[Stored entries]
=== Section Start ===

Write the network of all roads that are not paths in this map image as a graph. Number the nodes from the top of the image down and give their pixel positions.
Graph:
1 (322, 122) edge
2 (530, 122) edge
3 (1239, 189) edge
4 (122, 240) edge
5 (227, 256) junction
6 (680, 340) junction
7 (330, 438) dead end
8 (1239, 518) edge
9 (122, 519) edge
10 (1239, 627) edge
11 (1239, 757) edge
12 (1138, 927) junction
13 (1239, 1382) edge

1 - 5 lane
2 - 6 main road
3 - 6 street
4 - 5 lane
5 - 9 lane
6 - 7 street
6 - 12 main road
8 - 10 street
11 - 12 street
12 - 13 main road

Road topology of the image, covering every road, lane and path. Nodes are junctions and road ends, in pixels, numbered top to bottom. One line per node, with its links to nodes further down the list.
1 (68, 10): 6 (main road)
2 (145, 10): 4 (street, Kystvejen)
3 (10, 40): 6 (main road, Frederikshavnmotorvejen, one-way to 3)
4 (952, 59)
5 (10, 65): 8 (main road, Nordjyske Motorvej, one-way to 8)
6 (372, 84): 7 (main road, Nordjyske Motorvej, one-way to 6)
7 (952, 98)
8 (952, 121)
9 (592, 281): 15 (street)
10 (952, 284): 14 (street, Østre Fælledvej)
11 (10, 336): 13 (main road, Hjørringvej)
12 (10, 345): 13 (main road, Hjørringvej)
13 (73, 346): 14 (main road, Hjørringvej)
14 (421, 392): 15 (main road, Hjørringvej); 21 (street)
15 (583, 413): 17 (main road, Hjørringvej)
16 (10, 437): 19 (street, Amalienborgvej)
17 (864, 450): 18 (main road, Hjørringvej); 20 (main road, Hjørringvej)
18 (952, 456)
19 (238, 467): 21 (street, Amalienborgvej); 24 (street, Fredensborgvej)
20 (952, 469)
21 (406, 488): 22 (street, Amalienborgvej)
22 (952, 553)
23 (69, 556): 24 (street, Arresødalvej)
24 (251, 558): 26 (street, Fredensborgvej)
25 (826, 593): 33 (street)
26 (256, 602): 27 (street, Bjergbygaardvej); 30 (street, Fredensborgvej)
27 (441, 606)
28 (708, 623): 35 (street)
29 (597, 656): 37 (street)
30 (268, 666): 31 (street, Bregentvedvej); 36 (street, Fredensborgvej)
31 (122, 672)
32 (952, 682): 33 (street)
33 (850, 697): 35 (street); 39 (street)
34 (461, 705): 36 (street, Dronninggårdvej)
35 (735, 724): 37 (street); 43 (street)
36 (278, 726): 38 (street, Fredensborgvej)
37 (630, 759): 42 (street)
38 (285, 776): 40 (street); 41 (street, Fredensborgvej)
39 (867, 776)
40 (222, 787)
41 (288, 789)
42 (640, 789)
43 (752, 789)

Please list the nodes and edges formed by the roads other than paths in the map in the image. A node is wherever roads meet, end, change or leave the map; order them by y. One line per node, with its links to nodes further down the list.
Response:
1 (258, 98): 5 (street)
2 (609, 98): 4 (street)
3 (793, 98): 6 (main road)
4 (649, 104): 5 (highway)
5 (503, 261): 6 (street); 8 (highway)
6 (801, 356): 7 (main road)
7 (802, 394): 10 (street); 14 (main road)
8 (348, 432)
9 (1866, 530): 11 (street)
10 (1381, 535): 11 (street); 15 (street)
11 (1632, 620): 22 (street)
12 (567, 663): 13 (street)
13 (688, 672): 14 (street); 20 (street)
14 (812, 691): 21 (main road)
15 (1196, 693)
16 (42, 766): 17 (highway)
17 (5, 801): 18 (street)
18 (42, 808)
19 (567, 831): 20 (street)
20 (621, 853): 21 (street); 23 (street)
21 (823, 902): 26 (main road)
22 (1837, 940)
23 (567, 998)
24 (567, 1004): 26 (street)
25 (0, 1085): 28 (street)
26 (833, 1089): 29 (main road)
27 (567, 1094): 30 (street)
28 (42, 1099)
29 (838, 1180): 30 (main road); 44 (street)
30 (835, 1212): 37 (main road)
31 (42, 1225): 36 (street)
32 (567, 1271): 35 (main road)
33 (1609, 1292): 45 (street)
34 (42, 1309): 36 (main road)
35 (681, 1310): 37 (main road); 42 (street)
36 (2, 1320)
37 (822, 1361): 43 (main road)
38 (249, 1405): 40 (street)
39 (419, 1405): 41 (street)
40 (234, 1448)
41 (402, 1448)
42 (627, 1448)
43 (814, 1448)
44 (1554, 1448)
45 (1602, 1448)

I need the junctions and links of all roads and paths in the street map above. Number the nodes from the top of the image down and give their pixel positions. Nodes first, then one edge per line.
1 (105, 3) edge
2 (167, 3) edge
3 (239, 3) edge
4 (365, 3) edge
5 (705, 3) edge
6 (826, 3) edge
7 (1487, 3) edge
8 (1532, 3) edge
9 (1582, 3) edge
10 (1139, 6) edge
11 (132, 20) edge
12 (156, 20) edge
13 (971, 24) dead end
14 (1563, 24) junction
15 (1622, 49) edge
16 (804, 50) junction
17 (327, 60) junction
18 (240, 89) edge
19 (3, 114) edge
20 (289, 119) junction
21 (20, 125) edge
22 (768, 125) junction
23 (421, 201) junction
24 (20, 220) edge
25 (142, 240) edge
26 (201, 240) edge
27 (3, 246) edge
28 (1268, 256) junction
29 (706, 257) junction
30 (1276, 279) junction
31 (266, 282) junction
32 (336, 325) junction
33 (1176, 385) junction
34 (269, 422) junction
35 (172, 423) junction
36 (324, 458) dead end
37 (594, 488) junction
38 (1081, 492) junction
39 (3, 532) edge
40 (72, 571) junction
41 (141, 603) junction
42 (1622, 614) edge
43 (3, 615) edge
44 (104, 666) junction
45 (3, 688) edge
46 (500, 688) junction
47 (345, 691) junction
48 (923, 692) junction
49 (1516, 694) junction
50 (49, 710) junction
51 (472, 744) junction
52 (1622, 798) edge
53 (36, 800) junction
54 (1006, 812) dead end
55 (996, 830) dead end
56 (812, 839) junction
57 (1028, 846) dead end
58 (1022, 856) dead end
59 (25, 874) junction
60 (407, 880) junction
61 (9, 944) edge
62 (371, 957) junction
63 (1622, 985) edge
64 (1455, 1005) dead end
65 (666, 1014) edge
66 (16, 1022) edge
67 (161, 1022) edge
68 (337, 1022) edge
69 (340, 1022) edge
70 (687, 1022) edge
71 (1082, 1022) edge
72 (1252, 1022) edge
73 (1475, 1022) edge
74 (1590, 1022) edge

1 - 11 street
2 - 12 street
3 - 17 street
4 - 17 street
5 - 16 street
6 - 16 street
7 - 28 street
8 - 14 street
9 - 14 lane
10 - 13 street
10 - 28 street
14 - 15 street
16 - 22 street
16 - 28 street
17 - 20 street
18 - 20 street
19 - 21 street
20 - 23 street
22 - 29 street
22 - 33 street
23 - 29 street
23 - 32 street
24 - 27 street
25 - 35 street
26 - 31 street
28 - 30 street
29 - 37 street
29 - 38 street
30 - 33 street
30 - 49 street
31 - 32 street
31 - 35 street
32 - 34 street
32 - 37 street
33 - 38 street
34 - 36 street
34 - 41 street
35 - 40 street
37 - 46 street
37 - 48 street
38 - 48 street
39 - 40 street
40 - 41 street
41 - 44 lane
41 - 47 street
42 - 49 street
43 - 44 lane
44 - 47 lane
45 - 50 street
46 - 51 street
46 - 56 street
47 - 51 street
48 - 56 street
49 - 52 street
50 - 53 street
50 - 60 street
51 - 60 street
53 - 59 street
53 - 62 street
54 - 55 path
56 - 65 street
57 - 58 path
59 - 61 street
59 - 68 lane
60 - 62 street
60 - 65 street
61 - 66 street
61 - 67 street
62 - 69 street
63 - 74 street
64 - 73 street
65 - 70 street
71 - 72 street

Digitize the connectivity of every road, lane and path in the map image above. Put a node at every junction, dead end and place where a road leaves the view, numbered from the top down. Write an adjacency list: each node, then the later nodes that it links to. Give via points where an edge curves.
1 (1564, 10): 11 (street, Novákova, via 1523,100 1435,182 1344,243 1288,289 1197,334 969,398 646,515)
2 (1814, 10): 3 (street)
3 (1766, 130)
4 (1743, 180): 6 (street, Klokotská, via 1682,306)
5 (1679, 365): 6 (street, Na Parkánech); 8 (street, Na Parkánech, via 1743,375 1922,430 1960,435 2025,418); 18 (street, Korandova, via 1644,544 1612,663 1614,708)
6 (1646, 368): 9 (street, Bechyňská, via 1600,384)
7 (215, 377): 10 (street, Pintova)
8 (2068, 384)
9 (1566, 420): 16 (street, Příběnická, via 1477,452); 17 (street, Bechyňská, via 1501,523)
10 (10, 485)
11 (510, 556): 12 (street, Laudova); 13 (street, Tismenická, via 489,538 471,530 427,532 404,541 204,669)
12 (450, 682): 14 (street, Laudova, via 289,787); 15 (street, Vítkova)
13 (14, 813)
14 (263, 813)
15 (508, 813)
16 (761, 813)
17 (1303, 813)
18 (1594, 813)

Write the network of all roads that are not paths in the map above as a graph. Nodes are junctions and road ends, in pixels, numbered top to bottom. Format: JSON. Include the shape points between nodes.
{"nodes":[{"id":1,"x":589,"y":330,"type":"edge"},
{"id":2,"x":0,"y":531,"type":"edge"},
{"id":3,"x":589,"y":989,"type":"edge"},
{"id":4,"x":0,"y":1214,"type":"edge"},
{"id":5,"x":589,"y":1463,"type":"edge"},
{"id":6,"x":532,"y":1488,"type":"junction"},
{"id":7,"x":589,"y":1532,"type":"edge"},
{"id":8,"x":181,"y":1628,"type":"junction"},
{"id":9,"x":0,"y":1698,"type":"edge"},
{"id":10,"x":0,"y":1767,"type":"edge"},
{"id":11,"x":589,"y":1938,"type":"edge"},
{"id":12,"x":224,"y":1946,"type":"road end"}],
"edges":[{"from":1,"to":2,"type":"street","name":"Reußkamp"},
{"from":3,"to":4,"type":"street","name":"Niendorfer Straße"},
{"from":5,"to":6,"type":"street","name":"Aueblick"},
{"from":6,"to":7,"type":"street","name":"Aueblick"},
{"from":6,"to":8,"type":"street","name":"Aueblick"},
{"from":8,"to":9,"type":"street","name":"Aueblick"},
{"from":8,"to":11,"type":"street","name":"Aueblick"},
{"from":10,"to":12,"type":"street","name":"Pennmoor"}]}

=== Section End ===

### Goal of the exercise
Which lines above hold the string "lane"? Copy each of them.

### Answer to this task
1 - 5 lane
4 - 5 lane
5 - 9 lane
Road topology of the image, covering every road, lane and path. Nodes are junctions and road ends, in pixels, numbered top to bottom. One line per node, with its links to nodes further down the list.
9 - 14 lane
41 - 44 lane
43 - 44 lane
44 - 47 lane
59 - 68 lane
Digitize the connectivity of every road, lane and path in the map image above. Put a node at every junction, dead end and place where a road leaves the view, numbered from the top down. Write an adjacency list: each node, then the later nodes that it links to. Give via points where an edge curves.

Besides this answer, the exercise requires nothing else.